Temper at 400f for an hour, air cool, then another hour at 400f, and a final air cool. My 60 hrc file just barely starts to grab it, so I'm estimating it at 59 hrc and that lines up with Dr. Thomas' testing. 

Placed the edge in water, blue-backed the spine and tang with a torch. Just to be safe. 

Full flat grind, or as close as I could freehand. Needed the freehand practice, since my mastersmith absolutely expects that to be in my skillset and made that very clear.

Measurements:
.130" at the thickest part of the spine, base of the blade. 
.100" about halfway up
.080" near the tip

The flat grind I brought down to ~0.030" for the edge before I used the slackbelt to sharpen. I've seen some tests taking 8670 thinner, around 0.020" behind the edge with a 15 degree per side grind, chopping through a lot without damage. But that instinctively felt a bit too thin for me and the .030 just felt right. Slackbelt sharpened up to 1000 grit, touched it up on a 5000 grit stone, stropped, and did a single pass with a white sewn buffing wheel with a bit of pink rouge on it. This gave a sharp, but not extremely sharp knife. All of my current kitchen knives I'd say were way sharper, but I'd rate this as a slightly dull chef's knife level of sharpness. 

Cut the rope like it wasn't there. Repeated several times to make sure it wasn't a fluke, and every time it passed right through it. 
Cut through the 2x4 twice without issue, other than it being incredibly uncomfortable and turned in the hand easily without a handle. 
Survived the bend test without any cracking.

So for the final version I'm bringing the fit and finish up to a proper level and adding a handle. Any other advice (for the blade or just in general preparation for the test day)?

 
Posted : 03/11/2024 10:42 pm
Michael Samdahl
Posts: 72
Trusted Member Apprentice Bladesmith
 

Bobby Best,

One of Kyle Royer's Videos on the JS knife make up he mentions using a 550 cord handle. I believe it is not against the rules and it is one that is quite comfortable from personal experience in consistent striking (Cutting 2x4) etc. I was told the same thing on the freehand grind requirement, I guess it is possible for the MS to possibly require proof that you can grind without the use of a jig or tool similar to the "Supplemental Test" Requirement for "forging a blade of any style". I have also read that having a minimum 220 finish will help keep the possibility of anyone thinking a scratch is a crack from happening. Triple check your measurements on the knife. I have been told by a couple folks that any requirement miss is a trip home, so some folks have taken a 1/4 inch back from the maximum in each category.

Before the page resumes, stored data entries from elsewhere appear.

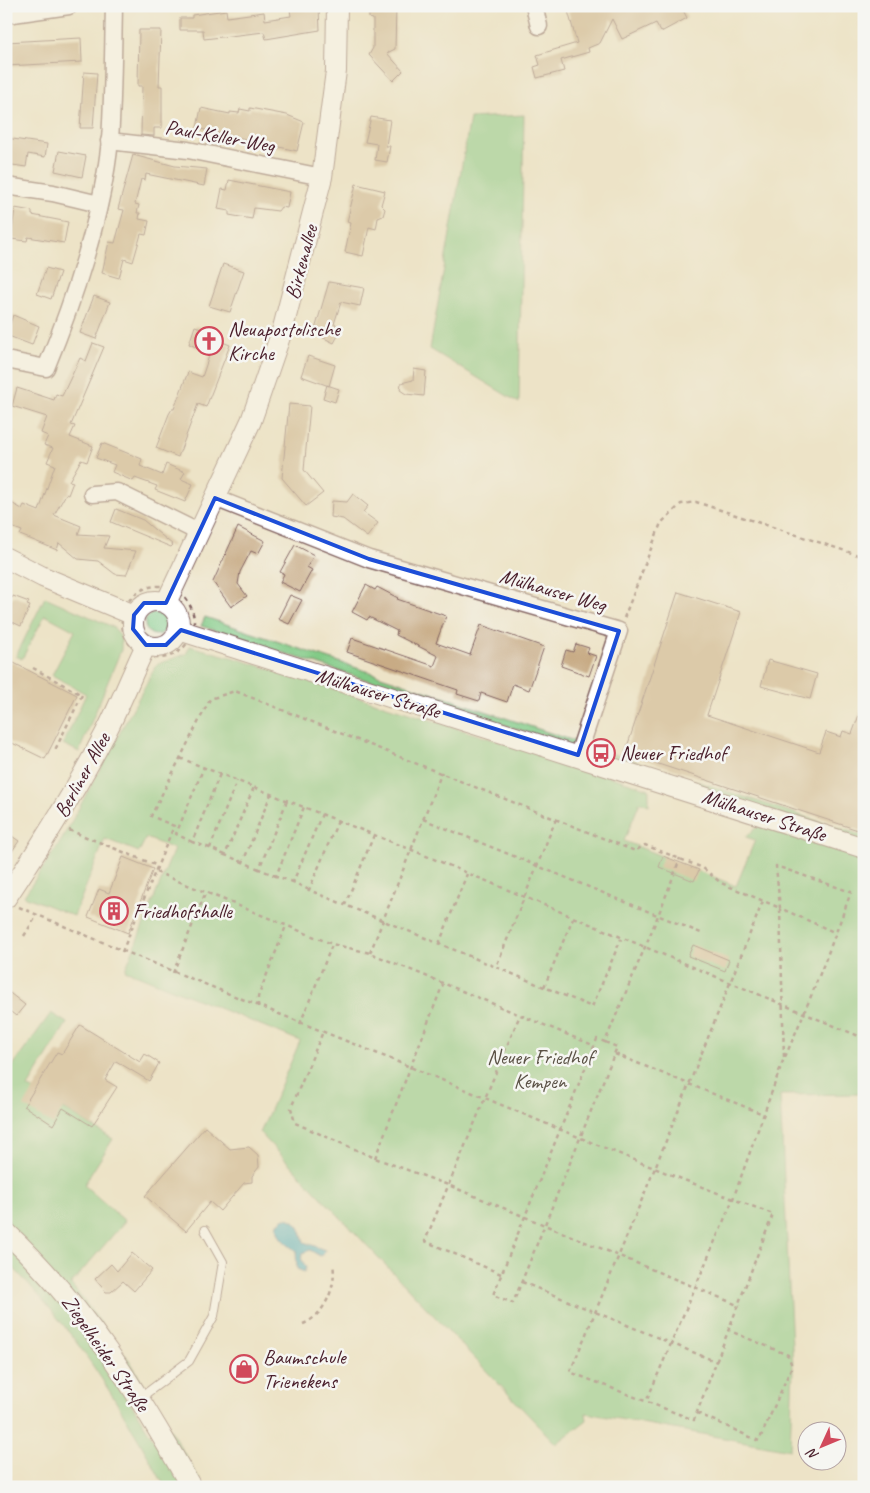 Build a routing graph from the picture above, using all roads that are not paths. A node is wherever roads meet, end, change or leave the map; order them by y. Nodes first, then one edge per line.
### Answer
1 (69, 6) edge
2 (114, 6) edge
3 (337, 6) edge
4 (534, 6) edge
5 (24, 9) edge
6 (6, 15) edge
7 (539, 26) dead end
8 (110, 141) junction
9 (322, 177) junction
10 (6, 186) edge
11 (99, 204) junction
12 (6, 360) edge
13 (92, 494) dead end
14 (215, 498) junction
15 (198, 532) junction
16 (6, 558) edge
17 (164, 589) junction
18 (128, 614) junction
19 (185, 632) junction
20 (144, 650) junction
21 (578, 755) junction
22 (864, 848) edge
23 (6, 898) edge
24 (206, 1230) dead end
25 (6, 1232) edge
26 (140, 1398) junction
27 (191, 1487) edge

1 - 5 street
2 - 8 street
3 - 9 street, Birkenallee
4 - 7 street
5 - 6 street
8 - 9 street, Paul-Keller-Weg
8 - 11 street
9 - 14 street, Birkenallee
10 - 11 street
11 - 12 street
13 - 15 street
14 - 15 street, Birkenallee
14 - 21 street, Mülhauser Weg
15 - 17 street, Birkenallee
16 - 18 street
17 - 18 street
17 - 19 street
18 - 20 street
19 - 20 street
19 - 21 street, Mülhauser Straße
20 - 23 street, Berliner Allee
21 - 22 street, Mülhauser Straße
24 - 26 lane
25 - 26 street, Ziegelheider Straße
26 - 27 street, Ziegelheider Straße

"While not a part of the formal test, the applicant is strongly encouraged to bring several finished knives for the Master Smith to inspect for quality of workmanship, fit, finish, design, etc. The feedback from the Master Smith is intended to help the applicant better evaluate if the quality of his/her work (design, detail, finish, etc.) is likely to meet the criteria of the ABS Judging Panel at the annual show." I would definitely plan on bringing the best you have produced, a notepad, and some thick skin. The more you get beat up sooner, the more you can gauge your expectations.

I am not a cert smith (praying to make it), but this is the best article I have read on the test. But I would say the more you read and understand for the test the better. No one goes home sad from being overprepared.

https://www.caffreyknives.net/abs_perf_test_art.html

https://www.caffreyknives.net/js_test_blade_art.html

It looks like you are going through the data methodically, good job!

Respectfully
Michael

 
Posted : 04/11/2024 5:57 pm
Matthew Parkinson
Posts: 549
Honorable Member Journeyman Bladesmith (5yr)
 

flair the butt of the handle it will make that safer to use. you also need a lanyard attachment point.

MP 

 
Posted : 05/11/2024 7:56 am
Bobby Best
Posts: 27
Eminent Member Apprentice Bladesmith
Topic starter
 

Excellent advice, thank y'all!

I've got some paracord on order to try out. I will be forging my final version tonight which will be just a smidge smaller to be safe on the measurements, include a lanyard hole, and have a flared out portion for safer use.